- Try it
Among the records that follow, find each line holding the word "ROSA" and copy it.

####################

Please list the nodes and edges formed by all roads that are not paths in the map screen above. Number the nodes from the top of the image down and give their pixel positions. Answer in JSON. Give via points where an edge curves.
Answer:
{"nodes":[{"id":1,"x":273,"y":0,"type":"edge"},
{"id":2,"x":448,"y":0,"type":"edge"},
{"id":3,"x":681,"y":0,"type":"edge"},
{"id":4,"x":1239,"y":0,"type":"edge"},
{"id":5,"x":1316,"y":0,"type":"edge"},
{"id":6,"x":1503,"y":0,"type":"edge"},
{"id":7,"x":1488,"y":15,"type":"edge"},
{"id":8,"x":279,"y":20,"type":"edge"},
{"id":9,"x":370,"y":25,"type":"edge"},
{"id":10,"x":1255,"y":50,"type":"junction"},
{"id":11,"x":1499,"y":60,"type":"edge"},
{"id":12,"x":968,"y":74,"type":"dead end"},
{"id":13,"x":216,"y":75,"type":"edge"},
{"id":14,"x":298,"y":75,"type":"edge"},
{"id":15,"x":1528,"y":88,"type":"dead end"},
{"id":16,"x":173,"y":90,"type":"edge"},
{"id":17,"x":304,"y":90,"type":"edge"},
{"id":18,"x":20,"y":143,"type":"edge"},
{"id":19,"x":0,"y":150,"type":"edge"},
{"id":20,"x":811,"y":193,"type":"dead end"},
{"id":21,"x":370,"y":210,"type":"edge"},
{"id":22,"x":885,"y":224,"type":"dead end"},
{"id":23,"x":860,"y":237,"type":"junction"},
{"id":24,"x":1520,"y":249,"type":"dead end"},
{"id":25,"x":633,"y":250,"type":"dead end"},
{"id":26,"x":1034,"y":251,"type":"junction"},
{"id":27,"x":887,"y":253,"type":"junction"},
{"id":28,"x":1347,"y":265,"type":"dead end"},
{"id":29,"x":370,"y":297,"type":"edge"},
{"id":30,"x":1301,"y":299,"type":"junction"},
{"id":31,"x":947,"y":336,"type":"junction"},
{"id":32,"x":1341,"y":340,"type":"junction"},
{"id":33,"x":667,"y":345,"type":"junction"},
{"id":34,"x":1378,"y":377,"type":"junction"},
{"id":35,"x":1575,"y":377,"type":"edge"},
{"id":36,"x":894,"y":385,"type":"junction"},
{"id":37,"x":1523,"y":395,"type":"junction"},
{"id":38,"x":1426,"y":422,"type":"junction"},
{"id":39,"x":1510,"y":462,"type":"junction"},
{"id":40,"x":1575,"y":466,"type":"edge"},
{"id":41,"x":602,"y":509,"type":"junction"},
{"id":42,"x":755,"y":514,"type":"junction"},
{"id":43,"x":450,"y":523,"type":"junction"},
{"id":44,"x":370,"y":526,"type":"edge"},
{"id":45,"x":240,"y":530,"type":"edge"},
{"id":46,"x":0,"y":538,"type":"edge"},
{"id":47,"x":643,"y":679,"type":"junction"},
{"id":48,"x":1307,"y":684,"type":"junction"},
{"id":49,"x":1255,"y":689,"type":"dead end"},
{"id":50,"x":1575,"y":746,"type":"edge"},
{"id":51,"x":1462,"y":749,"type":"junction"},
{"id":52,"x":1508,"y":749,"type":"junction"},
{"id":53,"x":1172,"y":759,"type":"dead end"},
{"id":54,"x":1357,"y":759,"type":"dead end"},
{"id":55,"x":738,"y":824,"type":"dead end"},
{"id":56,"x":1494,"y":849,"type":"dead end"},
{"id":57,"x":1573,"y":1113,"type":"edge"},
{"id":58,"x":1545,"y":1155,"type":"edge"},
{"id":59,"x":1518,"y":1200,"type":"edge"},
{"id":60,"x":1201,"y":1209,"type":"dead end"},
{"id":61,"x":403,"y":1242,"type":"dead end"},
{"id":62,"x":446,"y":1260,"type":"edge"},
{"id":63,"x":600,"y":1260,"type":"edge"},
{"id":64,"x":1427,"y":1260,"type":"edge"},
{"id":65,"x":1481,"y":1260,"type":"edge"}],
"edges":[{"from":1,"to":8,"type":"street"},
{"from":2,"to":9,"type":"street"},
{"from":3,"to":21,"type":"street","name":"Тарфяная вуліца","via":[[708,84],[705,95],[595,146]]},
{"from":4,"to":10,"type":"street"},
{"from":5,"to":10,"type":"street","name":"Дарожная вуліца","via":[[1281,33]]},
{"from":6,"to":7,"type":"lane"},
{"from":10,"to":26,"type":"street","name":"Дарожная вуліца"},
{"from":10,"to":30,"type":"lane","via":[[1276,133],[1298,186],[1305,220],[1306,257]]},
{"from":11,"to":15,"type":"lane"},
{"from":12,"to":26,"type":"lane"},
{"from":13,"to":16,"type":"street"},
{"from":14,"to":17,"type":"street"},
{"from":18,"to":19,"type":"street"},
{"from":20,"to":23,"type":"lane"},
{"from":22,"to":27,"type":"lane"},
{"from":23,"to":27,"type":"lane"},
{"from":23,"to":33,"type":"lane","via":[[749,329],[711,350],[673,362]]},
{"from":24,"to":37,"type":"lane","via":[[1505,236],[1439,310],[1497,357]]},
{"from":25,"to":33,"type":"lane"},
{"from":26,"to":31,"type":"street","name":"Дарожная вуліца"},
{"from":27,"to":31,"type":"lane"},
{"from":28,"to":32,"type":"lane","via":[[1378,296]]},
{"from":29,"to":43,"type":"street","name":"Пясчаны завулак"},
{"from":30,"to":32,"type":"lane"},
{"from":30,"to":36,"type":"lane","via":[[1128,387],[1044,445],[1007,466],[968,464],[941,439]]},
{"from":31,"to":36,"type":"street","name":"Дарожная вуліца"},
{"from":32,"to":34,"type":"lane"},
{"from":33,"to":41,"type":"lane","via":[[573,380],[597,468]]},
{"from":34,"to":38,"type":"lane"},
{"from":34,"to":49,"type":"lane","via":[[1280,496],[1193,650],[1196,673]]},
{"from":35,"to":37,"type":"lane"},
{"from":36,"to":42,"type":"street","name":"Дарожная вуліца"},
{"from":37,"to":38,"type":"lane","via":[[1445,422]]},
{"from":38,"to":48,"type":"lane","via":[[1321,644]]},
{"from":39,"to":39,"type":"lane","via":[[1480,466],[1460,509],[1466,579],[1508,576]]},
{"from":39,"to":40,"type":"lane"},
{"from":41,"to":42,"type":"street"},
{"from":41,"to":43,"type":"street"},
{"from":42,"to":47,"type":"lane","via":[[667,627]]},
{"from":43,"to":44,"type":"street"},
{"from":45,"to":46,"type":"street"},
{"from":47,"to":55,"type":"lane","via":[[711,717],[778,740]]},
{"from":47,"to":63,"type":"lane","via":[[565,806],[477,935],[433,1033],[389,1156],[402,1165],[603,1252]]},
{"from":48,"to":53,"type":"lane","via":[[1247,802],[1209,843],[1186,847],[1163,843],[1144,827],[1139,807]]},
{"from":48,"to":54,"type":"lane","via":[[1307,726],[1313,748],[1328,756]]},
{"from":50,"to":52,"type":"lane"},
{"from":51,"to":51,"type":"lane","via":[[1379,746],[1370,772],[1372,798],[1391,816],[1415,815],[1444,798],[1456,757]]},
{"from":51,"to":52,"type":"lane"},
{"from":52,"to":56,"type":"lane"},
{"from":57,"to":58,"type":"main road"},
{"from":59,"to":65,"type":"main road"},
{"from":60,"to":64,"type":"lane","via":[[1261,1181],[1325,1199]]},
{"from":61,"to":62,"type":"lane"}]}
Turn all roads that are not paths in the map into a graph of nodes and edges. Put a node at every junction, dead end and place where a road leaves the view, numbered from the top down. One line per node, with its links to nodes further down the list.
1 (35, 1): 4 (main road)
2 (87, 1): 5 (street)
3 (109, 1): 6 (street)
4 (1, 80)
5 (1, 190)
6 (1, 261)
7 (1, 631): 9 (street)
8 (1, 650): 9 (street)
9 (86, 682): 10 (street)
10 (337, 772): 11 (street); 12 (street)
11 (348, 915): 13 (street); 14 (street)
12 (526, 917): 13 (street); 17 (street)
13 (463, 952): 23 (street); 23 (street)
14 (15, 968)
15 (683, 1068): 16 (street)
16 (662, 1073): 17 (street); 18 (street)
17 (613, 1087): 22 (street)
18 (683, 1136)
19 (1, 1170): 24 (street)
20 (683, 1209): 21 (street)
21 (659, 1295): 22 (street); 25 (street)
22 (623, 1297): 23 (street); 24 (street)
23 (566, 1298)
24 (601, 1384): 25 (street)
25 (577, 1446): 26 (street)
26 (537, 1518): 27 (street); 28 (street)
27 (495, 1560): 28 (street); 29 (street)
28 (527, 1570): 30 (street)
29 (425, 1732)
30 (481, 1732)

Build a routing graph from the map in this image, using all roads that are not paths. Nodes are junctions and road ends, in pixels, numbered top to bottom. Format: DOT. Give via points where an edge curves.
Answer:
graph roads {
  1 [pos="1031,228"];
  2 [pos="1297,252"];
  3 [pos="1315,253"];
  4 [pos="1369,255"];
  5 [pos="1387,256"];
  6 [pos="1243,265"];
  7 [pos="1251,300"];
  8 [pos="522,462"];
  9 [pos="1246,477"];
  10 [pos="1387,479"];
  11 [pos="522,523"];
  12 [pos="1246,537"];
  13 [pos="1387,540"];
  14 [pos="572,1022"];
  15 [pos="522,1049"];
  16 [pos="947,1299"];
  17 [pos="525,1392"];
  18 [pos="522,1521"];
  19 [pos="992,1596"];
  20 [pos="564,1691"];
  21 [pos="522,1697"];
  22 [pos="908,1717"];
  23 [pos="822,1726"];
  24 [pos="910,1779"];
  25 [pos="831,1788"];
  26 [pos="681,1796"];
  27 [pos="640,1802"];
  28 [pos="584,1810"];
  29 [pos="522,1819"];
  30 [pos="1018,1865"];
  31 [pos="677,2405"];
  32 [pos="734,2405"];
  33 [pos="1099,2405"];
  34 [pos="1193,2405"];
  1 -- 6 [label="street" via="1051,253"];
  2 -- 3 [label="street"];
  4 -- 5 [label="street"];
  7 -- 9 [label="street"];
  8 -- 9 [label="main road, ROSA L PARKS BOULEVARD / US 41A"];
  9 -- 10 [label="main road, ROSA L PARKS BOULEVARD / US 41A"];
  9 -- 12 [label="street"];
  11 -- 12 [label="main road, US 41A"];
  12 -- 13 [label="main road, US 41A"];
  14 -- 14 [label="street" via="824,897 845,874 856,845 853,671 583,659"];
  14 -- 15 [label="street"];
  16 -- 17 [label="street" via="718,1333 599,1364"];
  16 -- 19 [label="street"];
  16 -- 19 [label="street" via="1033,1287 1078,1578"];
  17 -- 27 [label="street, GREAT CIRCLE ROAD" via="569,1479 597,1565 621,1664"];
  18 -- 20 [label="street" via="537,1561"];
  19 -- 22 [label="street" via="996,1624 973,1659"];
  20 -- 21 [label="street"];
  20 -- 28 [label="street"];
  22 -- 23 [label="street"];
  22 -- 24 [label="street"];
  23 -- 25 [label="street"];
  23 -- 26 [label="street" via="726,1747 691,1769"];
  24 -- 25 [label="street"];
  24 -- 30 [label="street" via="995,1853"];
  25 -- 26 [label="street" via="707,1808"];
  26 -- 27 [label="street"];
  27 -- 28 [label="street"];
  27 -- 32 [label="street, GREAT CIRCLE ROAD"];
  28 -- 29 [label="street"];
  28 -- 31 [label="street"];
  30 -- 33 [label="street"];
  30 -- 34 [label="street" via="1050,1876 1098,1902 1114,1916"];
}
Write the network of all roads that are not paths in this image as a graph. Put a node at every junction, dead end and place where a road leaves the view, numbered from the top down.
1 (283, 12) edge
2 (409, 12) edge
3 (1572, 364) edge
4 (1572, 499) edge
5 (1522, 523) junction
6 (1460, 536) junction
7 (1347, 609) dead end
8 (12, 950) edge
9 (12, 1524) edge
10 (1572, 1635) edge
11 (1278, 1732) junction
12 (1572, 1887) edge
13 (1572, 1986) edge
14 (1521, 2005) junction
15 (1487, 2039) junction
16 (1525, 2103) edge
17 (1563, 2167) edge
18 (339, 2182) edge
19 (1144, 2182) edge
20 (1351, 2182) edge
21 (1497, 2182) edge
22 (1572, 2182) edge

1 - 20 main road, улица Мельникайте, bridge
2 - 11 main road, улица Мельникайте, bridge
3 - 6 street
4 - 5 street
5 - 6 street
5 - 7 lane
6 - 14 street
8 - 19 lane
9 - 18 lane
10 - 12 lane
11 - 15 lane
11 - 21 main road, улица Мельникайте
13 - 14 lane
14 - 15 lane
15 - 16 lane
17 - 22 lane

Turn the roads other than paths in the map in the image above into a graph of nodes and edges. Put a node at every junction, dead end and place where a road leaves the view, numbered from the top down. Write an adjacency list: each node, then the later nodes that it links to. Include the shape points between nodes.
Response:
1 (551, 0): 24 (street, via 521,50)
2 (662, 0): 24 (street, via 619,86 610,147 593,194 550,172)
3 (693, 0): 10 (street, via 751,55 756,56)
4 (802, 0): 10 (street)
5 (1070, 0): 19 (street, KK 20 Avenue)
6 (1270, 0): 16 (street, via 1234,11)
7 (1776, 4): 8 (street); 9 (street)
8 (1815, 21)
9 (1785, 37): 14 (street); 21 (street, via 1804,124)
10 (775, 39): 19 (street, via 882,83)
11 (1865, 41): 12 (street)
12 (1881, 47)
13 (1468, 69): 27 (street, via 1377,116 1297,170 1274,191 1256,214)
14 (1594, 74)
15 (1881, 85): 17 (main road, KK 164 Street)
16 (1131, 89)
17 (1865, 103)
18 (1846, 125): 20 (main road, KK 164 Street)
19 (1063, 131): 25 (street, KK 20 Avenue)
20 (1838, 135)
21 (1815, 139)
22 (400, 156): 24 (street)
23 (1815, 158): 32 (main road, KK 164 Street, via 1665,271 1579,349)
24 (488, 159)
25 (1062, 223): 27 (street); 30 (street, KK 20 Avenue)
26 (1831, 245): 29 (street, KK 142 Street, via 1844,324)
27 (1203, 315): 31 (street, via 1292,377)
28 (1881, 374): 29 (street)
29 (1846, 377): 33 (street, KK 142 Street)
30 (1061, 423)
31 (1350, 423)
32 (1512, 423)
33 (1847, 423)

####################

- Written solution
  8 -- 9 [label="main road, ROSA L PARKS BOULEVARD / US 41A"];
  9 -- 10 [label="main road, ROSA L PARKS BOULEVARD / US 41A"];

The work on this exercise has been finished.